I went with altered_fileids, it seemed clearer :).

> [...]
> > +    def add_mp_records_keys(self, repo_kind, vf, keys):
> >          """Add multi-parent diff records to a bundle"""
> > -        revision_ids = list(multiparent.topo_iter(vf, revision_ids))
> > -        mpdiffs = vf.make_mpdiffs(revision_ids)
> > -        sha1s = vf.get_sha1s(revision_ids)
> > -        parent_map = vf.get_parent_map(revision_ids)
> > -        for mpdiff, revision_id, sha1, in zip(mpdiffs, revision_ids, sha1s):
> > -            parents = parent_map[revision_id]
> > +        ordered_keys = list(multiparent.topo_iter_keys(vf, keys))
> > +        mpdiffs = vf.make_mpdiffs(ordered_keys)
> > +        sha1s = vf.get_sha1s(ordered_keys)
> > +        parent_map = vf.get_parent_map(ordered_keys)
> > +        for mpdiff, item_key, sha1, in zip(mpdiffs, ordered_keys, sha1s):
> > +            parents = [key[-1] for key in parent_map[item_key]]
> >              text = ''.join(mpdiff.to_patch())
> > +            # Infer file id records as appropriate.
> > +            if len(item_key) == 2:
> > +                file_id = item_key[0]
> > +            else:
> > +                file_id = None
> >              self.bundle.add_multiparent_record(text, sha1, parents, repo_kind,
> > -                                               revision_id, file_id)
> > +                                               item_key[-1], file_id)
> 
> It's a bit of a wart that (revid,) and similar is needed everywhere.  For
> example changing “revision_id” to “item_key[-1]” definitely seems like a step
> backwards for clarity.  Mostly the changes have tended to make the code more
> readable (e.g.  the new “texts” attribute rather than weave_store and friends),
> but this aspect of the patch is making me cringe a little bit every time.  Maybe
> the multi-element keys have spread through more of the API than they should
> have?  It feels like an implementation detail of a low level that has leaked
> into a few more layers than it needed to.
> 
> Signalling the type of a record by the number of elements in the key also feels
> a bit dirty to me.

I think it is the reverse actually - due to time constraints I haven't
propogated the changes as widely as they should be.
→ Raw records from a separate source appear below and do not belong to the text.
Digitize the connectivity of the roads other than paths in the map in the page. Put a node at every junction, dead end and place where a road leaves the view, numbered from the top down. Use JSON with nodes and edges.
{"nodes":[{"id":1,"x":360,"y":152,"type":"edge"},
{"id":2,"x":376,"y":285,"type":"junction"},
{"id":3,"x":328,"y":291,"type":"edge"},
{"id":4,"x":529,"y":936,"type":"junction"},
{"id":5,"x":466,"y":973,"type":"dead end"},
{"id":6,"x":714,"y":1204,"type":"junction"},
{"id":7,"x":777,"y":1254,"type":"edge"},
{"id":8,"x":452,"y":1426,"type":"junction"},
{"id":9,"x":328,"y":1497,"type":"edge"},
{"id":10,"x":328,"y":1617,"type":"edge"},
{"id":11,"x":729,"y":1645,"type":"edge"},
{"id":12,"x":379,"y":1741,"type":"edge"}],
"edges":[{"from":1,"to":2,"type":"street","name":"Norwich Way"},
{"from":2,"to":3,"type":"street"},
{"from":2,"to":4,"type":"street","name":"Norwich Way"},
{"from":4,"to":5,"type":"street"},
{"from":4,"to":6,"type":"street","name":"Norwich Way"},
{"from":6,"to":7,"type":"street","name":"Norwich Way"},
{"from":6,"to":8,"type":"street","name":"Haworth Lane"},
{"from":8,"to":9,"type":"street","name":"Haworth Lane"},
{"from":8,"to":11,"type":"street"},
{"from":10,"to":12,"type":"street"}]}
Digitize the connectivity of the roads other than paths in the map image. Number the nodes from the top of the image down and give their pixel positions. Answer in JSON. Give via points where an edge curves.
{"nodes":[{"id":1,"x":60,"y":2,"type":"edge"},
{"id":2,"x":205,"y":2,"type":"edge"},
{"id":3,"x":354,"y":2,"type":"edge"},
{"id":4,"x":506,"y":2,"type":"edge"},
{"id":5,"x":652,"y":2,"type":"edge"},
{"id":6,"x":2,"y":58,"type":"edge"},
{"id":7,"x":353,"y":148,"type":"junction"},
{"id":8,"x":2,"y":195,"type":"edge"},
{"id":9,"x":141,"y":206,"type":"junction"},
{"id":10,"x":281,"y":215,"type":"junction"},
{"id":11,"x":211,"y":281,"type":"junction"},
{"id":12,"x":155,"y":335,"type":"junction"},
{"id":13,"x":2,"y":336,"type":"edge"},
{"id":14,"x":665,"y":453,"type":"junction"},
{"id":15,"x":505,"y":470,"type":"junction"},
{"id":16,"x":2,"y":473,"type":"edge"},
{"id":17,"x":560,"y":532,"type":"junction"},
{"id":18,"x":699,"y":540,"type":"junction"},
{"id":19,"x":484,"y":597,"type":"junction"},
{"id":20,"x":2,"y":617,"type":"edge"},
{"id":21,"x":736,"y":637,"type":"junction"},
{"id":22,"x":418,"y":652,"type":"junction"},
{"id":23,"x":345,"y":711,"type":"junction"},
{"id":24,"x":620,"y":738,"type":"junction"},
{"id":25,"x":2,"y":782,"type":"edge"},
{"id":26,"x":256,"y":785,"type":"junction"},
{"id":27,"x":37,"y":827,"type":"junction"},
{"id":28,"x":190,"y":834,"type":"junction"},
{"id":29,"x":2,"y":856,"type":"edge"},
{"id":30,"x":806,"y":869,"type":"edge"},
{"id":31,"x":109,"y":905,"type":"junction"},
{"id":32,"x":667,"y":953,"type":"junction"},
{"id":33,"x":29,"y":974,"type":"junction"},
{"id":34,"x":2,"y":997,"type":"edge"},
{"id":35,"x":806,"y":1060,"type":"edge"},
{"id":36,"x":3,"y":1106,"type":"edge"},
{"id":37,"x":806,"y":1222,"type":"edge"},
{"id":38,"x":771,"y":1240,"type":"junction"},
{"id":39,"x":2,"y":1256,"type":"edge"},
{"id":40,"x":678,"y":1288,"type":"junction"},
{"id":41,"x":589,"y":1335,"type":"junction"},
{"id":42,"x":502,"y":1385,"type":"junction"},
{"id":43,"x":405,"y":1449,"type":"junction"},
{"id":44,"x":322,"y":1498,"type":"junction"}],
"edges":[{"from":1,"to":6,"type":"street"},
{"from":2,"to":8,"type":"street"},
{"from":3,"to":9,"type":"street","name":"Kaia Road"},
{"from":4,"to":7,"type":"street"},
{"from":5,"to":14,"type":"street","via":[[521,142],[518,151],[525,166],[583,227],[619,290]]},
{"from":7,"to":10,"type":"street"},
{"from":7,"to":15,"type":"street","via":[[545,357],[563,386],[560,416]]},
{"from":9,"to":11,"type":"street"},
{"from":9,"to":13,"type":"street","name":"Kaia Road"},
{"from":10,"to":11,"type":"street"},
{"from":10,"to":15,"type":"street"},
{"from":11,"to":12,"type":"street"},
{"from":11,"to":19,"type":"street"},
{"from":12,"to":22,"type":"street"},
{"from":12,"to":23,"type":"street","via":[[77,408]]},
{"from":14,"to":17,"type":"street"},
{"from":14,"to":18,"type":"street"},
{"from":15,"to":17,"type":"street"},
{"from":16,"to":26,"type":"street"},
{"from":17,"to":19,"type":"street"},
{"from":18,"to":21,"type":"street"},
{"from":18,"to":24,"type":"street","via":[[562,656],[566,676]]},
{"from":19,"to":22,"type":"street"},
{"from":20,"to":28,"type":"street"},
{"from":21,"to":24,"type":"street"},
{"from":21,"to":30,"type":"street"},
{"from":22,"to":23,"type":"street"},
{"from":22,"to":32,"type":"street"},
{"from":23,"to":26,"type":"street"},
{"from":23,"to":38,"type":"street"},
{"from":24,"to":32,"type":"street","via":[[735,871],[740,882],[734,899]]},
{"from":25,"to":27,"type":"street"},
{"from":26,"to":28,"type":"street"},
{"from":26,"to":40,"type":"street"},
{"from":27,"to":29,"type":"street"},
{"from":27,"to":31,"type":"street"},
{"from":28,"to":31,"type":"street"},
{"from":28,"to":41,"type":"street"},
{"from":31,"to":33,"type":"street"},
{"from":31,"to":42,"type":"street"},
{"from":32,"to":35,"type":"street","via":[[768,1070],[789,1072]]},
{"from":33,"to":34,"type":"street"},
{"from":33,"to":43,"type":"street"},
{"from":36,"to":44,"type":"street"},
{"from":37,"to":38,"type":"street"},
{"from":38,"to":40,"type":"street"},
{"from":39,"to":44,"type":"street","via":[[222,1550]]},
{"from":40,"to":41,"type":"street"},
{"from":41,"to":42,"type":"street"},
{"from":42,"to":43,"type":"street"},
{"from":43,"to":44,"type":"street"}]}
Its things on the
edge here, like bundle serialization, where the add_multiparent_record
is working in string values. Note that the len() test is following suite
with e.g. decode_name in the same file. I can probably make that
function a little clearer with a comment or two - I shall do so.

> > === modified file 'bzrlib/bzrdir.py'
> [...]
> > -        _revision_store = TextRevisionStore(TextStore(revision_transport,
> > -                                                      prefixed=False,
> > -                                                      compressed=True))
> > +        from bzrlib.xml5 import serializer_v5
> > +        revision_store = RevisionTextStore(revision_transport,
> > +            serializer_v5, False, versionedfile.PrefixMapper(),
> > +            lambda:True, lambda:True)
> >          try:
> > -            transaction = WriteTransaction()
> >              for i, rev_id in enumerate(self.converted_revs):
> >                  self.pb.update('write revision', i, len(self.converted_revs))
> > -                _revision_store.add_revision(self.revisions[rev_id], transaction)
> > +                text = serializer_v5.write_revision_to_string(
> > +                    self.revisions[rev_id])
> > +                key = (rev_id,)
> > +                revision_store.add_lines(key, None, osutils.split_lines(text))
> 
> It seems a bit odd that you pass the serializer to the revision_store, but then
> you still need to serialize it manually before giving it to the revision_store.

It is a little odd I agree, but its how the layering of the thing worked
out. Note that this is converting really old repositories :).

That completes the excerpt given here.